**Description of the task**
In the records below, some lines contain the word "edges". Copy each of them.

**Material provided**
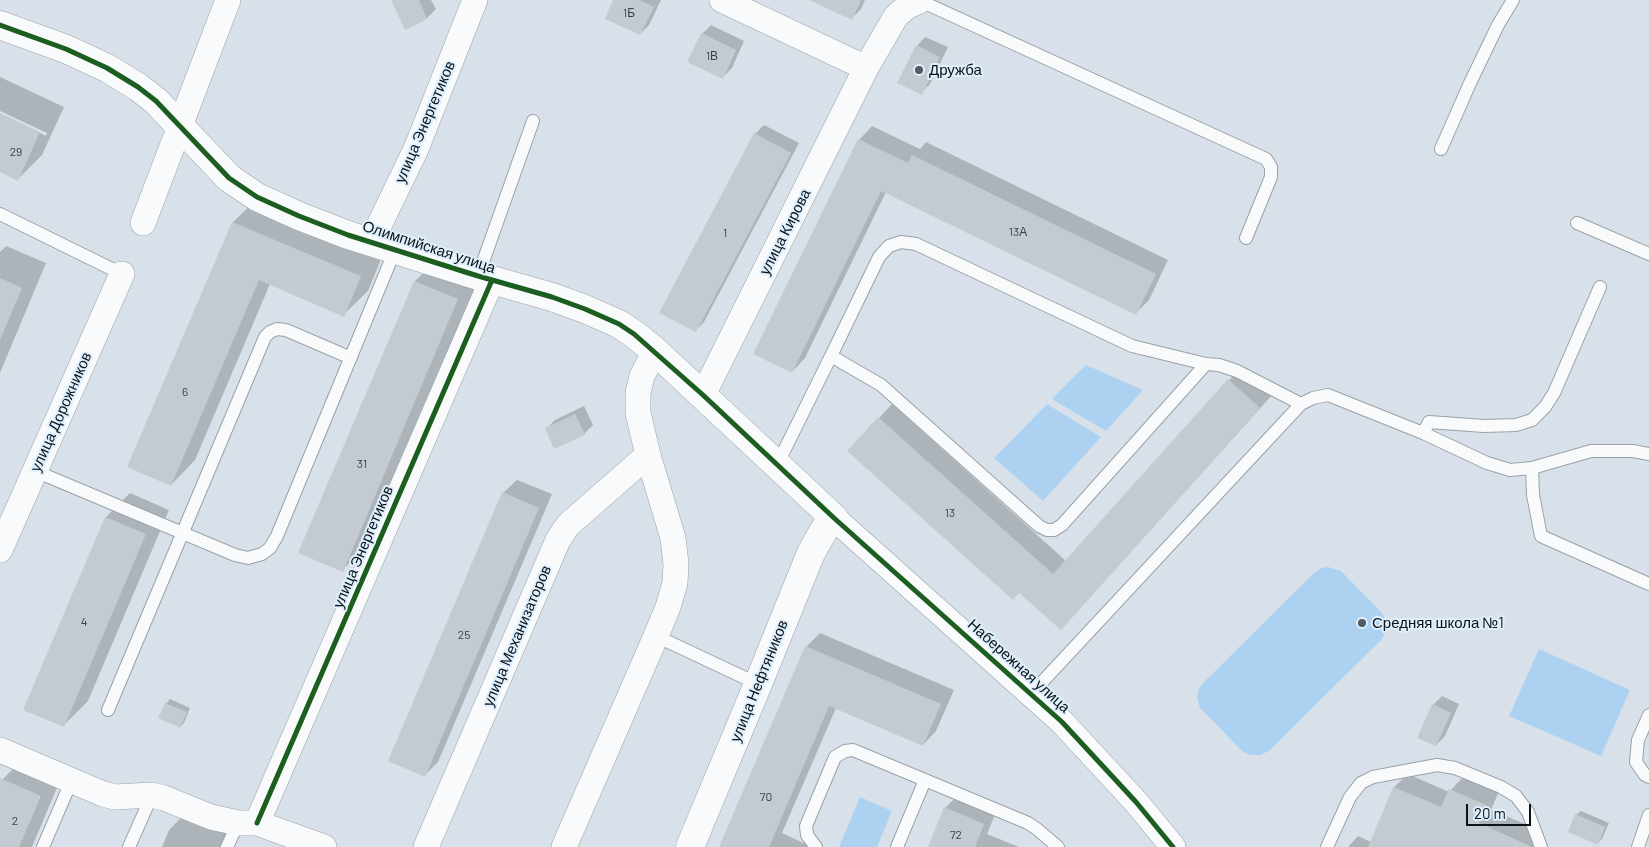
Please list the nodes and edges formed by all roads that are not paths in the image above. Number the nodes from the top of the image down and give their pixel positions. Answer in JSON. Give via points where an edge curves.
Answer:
{"nodes":[{"id":1,"x":228,"y":0,"type":"edge"},
{"id":2,"x":475,"y":0,"type":"edge"},
{"id":3,"x":722,"y":0,"type":"edge"},
{"id":4,"x":1513,"y":0,"type":"edge"},
{"id":5,"x":918,"y":2,"type":"joint"},
{"id":6,"x":0,"y":25,"type":"edge"},
{"id":7,"x":866,"y":68,"type":"junction"},
{"id":8,"x":532,"y":121,"type":"dead end"},
{"id":9,"x":181,"y":127,"type":"junction"},
{"id":10,"x":1442,"y":149,"type":"dead end"},
{"id":11,"x":0,"y":214,"type":"edge"},
{"id":12,"x":1577,"y":222,"type":"dead end"},
{"id":13,"x":143,"y":223,"type":"dead end"},
{"id":14,"x":1246,"y":238,"type":"dead end"},
{"id":15,"x":383,"y":246,"type":"junction"},
{"id":16,"x":1649,"y":254,"type":"edge"},
{"id":17,"x":122,"y":274,"type":"joint"},
{"id":18,"x":485,"y":278,"type":"junction"},
{"id":19,"x":1600,"y":287,"type":"dead end"},
{"id":20,"x":655,"y":351,"type":"junction"},
{"id":21,"x":830,"y":356,"type":"junction"},
{"id":22,"x":351,"y":358,"type":"junction"},
{"id":23,"x":1206,"y":364,"type":"junction"},
{"id":24,"x":703,"y":395,"type":"junction"},
{"id":25,"x":1301,"y":404,"type":"junction"},
{"id":26,"x":1423,"y":433,"type":"junction"},
{"id":27,"x":1649,"y":454,"type":"edge"},
{"id":28,"x":648,"y":455,"type":"junction"},
{"id":29,"x":777,"y":466,"type":"junction"},
{"id":30,"x":1532,"y":468,"type":"junction"},
{"id":31,"x":35,"y":471,"type":"junction"},
{"id":32,"x":834,"y":518,"type":"junction"},
{"id":33,"x":183,"y":532,"type":"junction"},
{"id":34,"x":0,"y":550,"type":"edge"},
{"id":35,"x":1649,"y":584,"type":"edge"},
{"id":36,"x":656,"y":636,"type":"junction"},
{"id":37,"x":758,"y":684,"type":"junction"},
{"id":38,"x":1031,"y":694,"type":"junction"},
{"id":39,"x":108,"y":710,"type":"dead end"},
{"id":40,"x":1649,"y":715,"type":"edge"},
{"id":41,"x":0,"y":750,"type":"edge"},
{"id":42,"x":1649,"y":777,"type":"edge"},
{"id":43,"x":925,"y":780,"type":"junction"},
{"id":44,"x":71,"y":782,"type":"junction"},
{"id":45,"x":152,"y":795,"type":"junction"},
{"id":46,"x":1649,"y":815,"type":"edge"},
{"id":47,"x":248,"y":823,"type":"junction"},
{"id":48,"x":43,"y":847,"type":"edge"},
{"id":49,"x":129,"y":847,"type":"edge"},
{"id":50,"x":227,"y":847,"type":"edge"},
{"id":51,"x":324,"y":847,"type":"edge"},
{"id":52,"x":426,"y":847,"type":"edge"},
{"id":53,"x":564,"y":847,"type":"edge"},
{"id":54,"x":690,"y":847,"type":"edge"},
{"id":55,"x":816,"y":847,"type":"edge"},
{"id":56,"x":897,"y":847,"type":"edge"},
{"id":57,"x":1058,"y":847,"type":"edge"},
{"id":58,"x":1173,"y":847,"type":"edge"},
{"id":59,"x":1327,"y":847,"type":"edge"},
{"id":60,"x":1541,"y":847,"type":"edge"},
{"id":61,"x":1638,"y":847,"type":"edge"}],
"edges":[{"from":1,"to":9,"type":"street"},
{"from":2,"to":15,"type":"street","name":"улица Энергетиков","via":[[416,149]]},
{"from":3,"to":7,"type":"street"},
{"from":4,"to":10,"type":"lane","via":[[1478,66]]},
{"from":5,"to":7,"type":"street","name":"улица Кирова","via":[[896,16]]},
{"from":5,"to":14,"type":"lane","via":[[1266,159],[1271,167],[1271,177]]},
{"from":6,"to":9,"type":"street","name":"Олимпийская улица","via":[[107,68],[156,101]]},
{"from":7,"to":24,"type":"street","name":"улица Кирова"},
{"from":8,"to":18,"type":"lane"},
{"from":9,"to":13,"type":"street"},
{"from":9,"to":15,"type":"street","name":"Олимпийская улица","via":[[229,178],[257,197]]},
{"from":11,"to":17,"type":"lane"},
{"from":12,"to":16,"type":"lane"},
{"from":15,"to":18,"type":"street","name":"Олимпийская улица"},
{"from":15,"to":22,"type":"lane"},
{"from":17,"to":31,"type":"street","name":"улица Дорожников"},
{"from":18,"to":20,"type":"street","name":"Олимпийская улица","via":[[586,309],[618,324]]},
{"from":18,"to":47,"type":"street","name":"улица Энергетиков"},
{"from":19,"to":26,"type":"lane","via":[[1554,393],[1532,420],[1484,426],[1429,422]]},
{"from":20,"to":24,"type":"street","name":"Олимпийская улица"},
{"from":20,"to":28,"type":"street","via":[[642,376],[638,393],[638,413]]},
{"from":21,"to":23,"type":"lane","via":[[879,258],[889,246],[900,242],[916,244],[1132,346]]},
{"from":21,"to":23,"type":"lane","via":[[881,385],[1047,530],[1062,525]]},
{"from":21,"to":29,"type":"lane"},
{"from":22,"to":33,"type":"lane","via":[[270,548],[248,558]]},
{"from":22,"to":33,"type":"lane","via":[[286,330],[270,332]]},
{"from":23,"to":25,"type":"lane","via":[[1236,371]]},
{"from":24,"to":29,"type":"street","name":"Олимпийская улица"},
{"from":25,"to":26,"type":"lane","via":[[1328,395]]},
{"from":25,"to":38,"type":"lane"},
{"from":26,"to":30,"type":"lane","via":[[1487,463],[1510,470]]},
{"from":27,"to":30,"type":"lane","via":[[1591,450]]},
{"from":28,"to":36,"type":"street","via":[[673,538],[676,564],[675,583]]},
{"from":28,"to":52,"type":"street","name":"улица Механизаторов","via":[[568,525],[558,540]]},
{"from":29,"to":32,"type":"street","name":"Олимпийская улица"},
{"from":30,"to":35,"type":"lane","via":[[1541,536]]},
{"from":31,"to":33,"type":"lane"},
{"from":31,"to":34,"type":"street","name":"улица Дорожников"},
{"from":32,"to":37,"type":"street","name":"улица Нефтяников","via":[[811,553]]},
{"from":32,"to":38,"type":"street","name":"Набережная улица"},
{"from":33,"to":39,"type":"lane"},
{"from":36,"to":37,"type":"lane"},
{"from":36,"to":53,"type":"street"},
{"from":37,"to":54,"type":"street","name":"улица Нефтяников"},
{"from":38,"to":58,"type":"street","name":"Набережная улица","via":[[1069,729]]},
{"from":40,"to":42,"type":"lane","via":[[1638,740],[1636,762]]},
{"from":41,"to":44,"type":"street"},
{"from":43,"to":55,"type":"lane","via":[[853,750],[839,753],[806,826],[807,835]]},
{"from":43,"to":56,"type":"lane"},
{"from":43,"to":57,"type":"lane","via":[[1028,823]]},
{"from":44,"to":45,"type":"street","via":[[115,797]]},
{"from":44,"to":48,"type":"lane"},
{"from":45,"to":47,"type":"street","via":[[212,817]]},
{"from":45,"to":49,"type":"lane"},
{"from":46,"to":61,"type":"lane"},
{"from":47,"to":50,"type":"lane"},
{"from":47,"to":51,"type":"street"},
{"from":59,"to":60,"type":"lane","via":[[1350,797],[1361,783],[1374,777],[1437,764],[1455,768],[1516,796],[1528,812]]}]}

**Exercise solution**
Please list the nodes and edges formed by all roads that are not paths in the image above. Number the nodes from the top of the image down and give their pixel positions. Answer in JSON. Give via points where an edge curves.
"edges":[{"from":1,"to":9,"type":"street"},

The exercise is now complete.